Alors que je demandais son point de vue à Jean Christian, il me prend au mot et me fait le cadeau d’un bel article ! Gratitude !
Lorsque Claire m’a demandé d’écrire un article sur ce thème, j’ai souri. En effet, si je veux sortir d’une vision binaire, c’est que je crois qu’il existe deux états : dans le premier je crois à la vision binaire, et dans le second ce n’est pas le cas. Et ce prédicat, n’est-il pas binaire lui aussi ? Eh, je tourne en rond !

Qu’est-ce qu’une vision binaire ?

Voir le monde de manière positive ou négative ? C’est noir ou blanc ? L’homme en face de moi est-il gentil ou méchant ? Mon fils est-il turbulent ou non ? Dans la vie ce n’est pas tout noir ou tout blanc, est-ce gris clair ou gris foncé ? A vous de compléter cette liste avec vos propres expressions.
Quel est le point commun entre toutes ces phrases ? C’est ce que l’on voit, ou ce que l’on ressent. On voit le monde noir ou blanc, ou bien gris clair ou gris foncé, on ressent la gentillesse ou la méchanceté de cet homme dans le métro… Ce sont des croyances. Positives, négatives, qui va s’en préoccuper ? L’important c’est que vous y croyez. C’est ainsi que vous percevez le monde autour de vous. C’est votre propre représentation de la vie.

Stabilité dans l’instabilité

Mettez-vous debout. Restez immobile.

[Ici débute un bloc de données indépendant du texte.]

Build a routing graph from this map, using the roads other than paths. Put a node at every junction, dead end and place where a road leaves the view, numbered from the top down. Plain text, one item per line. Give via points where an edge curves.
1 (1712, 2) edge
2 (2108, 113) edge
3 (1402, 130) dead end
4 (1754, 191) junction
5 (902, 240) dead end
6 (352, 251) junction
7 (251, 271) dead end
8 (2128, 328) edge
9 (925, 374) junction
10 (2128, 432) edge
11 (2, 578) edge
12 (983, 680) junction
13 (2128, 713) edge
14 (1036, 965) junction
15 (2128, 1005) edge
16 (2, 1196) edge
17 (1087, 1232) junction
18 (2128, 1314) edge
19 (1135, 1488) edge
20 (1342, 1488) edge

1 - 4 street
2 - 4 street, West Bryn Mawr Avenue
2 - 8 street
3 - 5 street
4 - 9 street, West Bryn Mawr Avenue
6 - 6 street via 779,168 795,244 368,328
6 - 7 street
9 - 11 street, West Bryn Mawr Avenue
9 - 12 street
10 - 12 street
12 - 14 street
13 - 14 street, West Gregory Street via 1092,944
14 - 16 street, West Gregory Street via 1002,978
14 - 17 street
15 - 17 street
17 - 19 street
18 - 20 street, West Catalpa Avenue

Vous croyez que vous ne bougez pas, que vous ne faites rien ? La station debout sur deux appuis est déséquilibrée, physiquement parlant. Pour rester debout, nous contractons et relâchons de manière imperceptible un nombre impressionnant de muscles allant de la plante des pieds à la nuque. Et pour ce faire, nous recevons en permanence des influx nerveux qui nous disent quels muscles doivent être contractés et lesquels doivent être relâchés.
En avez-vous conscience ? Peut-être de manière très parcellaire quand vous apprenez à marcher (ou à courir, à skier, à patiner…), ou bien pas du tout. Le corps fonctionne tout seul, sans porter toutes ces considérations à votre conscience.

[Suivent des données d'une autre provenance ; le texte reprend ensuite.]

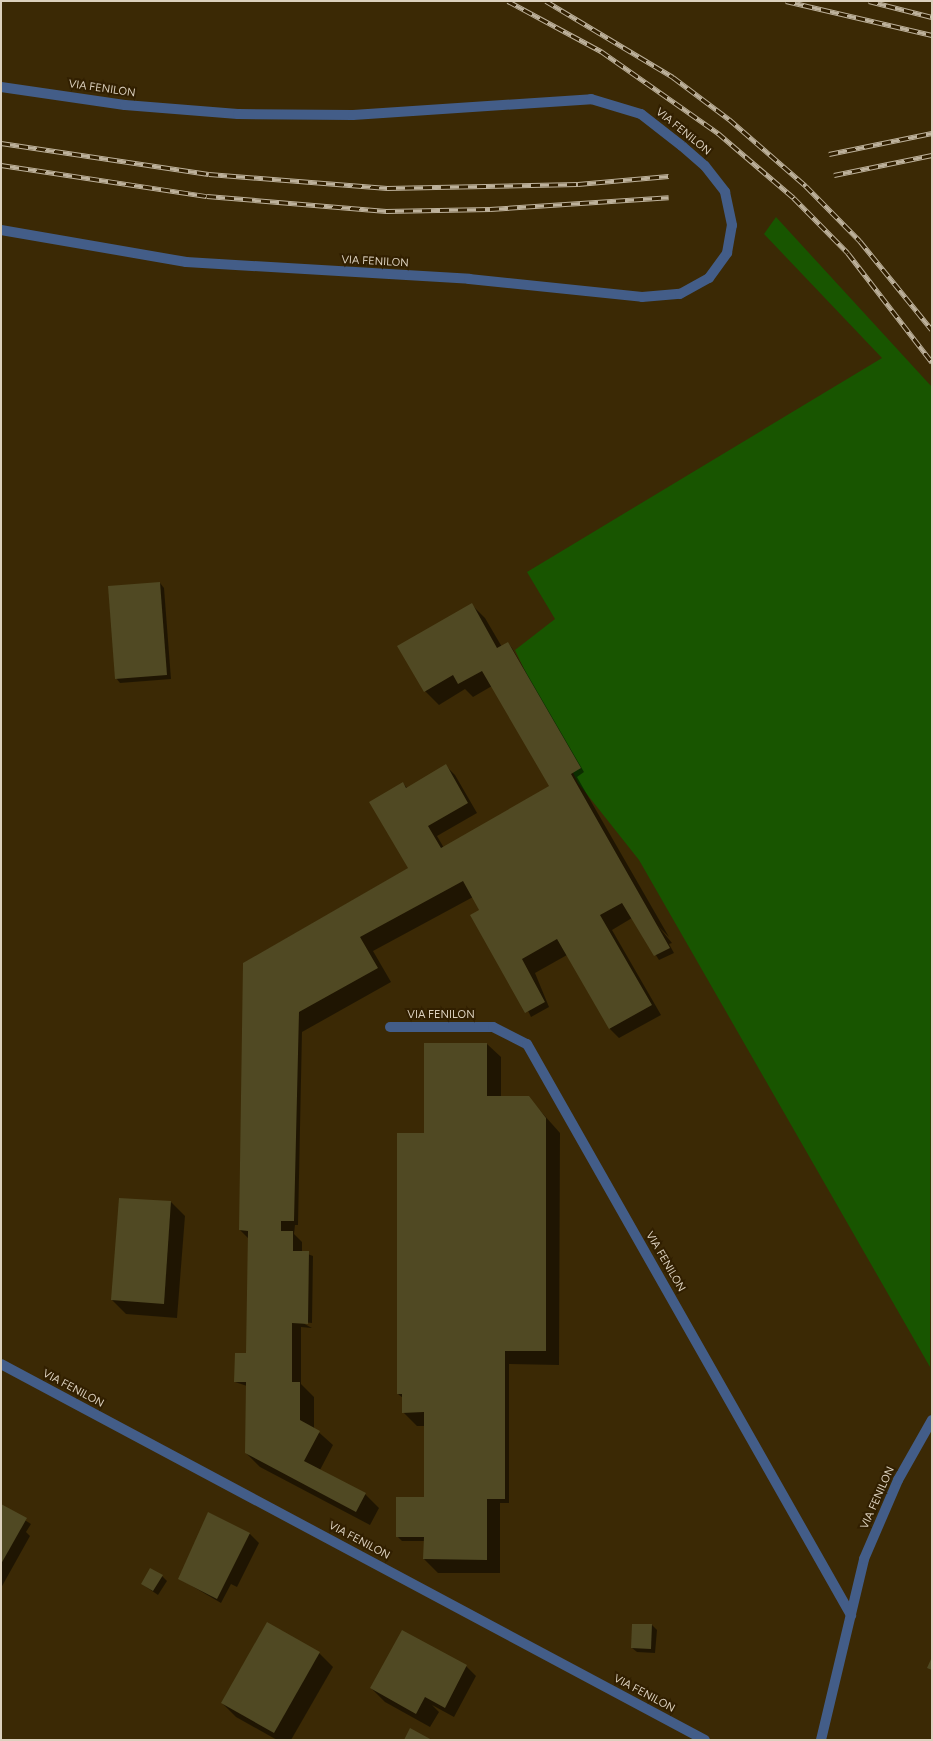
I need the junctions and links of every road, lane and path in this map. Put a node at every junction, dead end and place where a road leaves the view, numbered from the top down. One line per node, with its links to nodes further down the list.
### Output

Notre corps travaille pour nous

De même, qu’est-ce qui vous pousse à dire que cette femme vous plaît ? Le fait qu’elle baisse légèrement le volume de sa voix pour ne s’adresser qu’à vous, son timbre un peu plus chaud ? Ses pupilles qui se dilatent légèrement ? Le mouvement de son bras ? Cette main restée un peu plus longtemps dans votre direction ? La température de son corps qui vient d’augmenter de 2 ou 3 dixièmes de degrés ? Non, vous ne prêtez pas attention à chacun de ces détails. Du moins, vous ne le faites pas de manière consciente. C’est votre corps qui s’en charge, et qui vous renvoie la conclusion « cette femme est attirée par moi ».
Vous souvenez-vous de la couleur de la dernière voiture qui vient de vous doubler ? Non ? Pourtant, vous l’avez regardée puisque vous avez voulu l’éviter. On ne prête pas attention à l’ensemble des détails qui nous entoure. On n’en remarque qu’une partie. Une infime partie.

Notre cerveau fait le tri

Nous captons environ une centaine d’informations par seconde qui nous sont envoyées par notre environnement. Nous ne sommes conscients que de seulement une dizaine maximum par seconde. Pensez-vous que le monde se limite à ces 10 informations dont vous avez conscience ? Ou aux 100 que vous captez sans vous en rendre compte ? Le monde est infiniment plus complexe. Nous n’en voyons qu’une infime partie.
Il y a une différence entre « les informations que m’envoie mon environnement » et « les informations que je capte de mon environnement ». Quelle est-elle ? C’est la perception que j’ai de ces informations. La manière dont je les reçois. Et lesquelles je reçois.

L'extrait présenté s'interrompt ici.